- YOUR GOAL:
Copy out all of the entries, keeping every word the same.
■ ■ ■ ■
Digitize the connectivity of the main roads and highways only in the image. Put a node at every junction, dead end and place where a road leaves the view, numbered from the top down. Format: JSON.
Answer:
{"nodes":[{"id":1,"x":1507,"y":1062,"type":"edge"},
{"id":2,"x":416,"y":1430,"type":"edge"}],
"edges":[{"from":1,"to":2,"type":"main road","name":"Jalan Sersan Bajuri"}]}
■ ■ ■ ■
- TASK RESPONSE:
Digitize the connectivity of the main roads and highways only in the image. Put a node at every junction, dead end and place where a road leaves the view, numbered from the top down. Format: JSON.
Answer:
{"nodes":[{"id":1,"x":1507,"y":1062,"type":"edge"},
{"id":2,"x":416,"y":1430,"type":"edge"}],
"edges":[{"from":1,"to":2,"type":"main road","name":"Jalan Sersan Bajuri"}]}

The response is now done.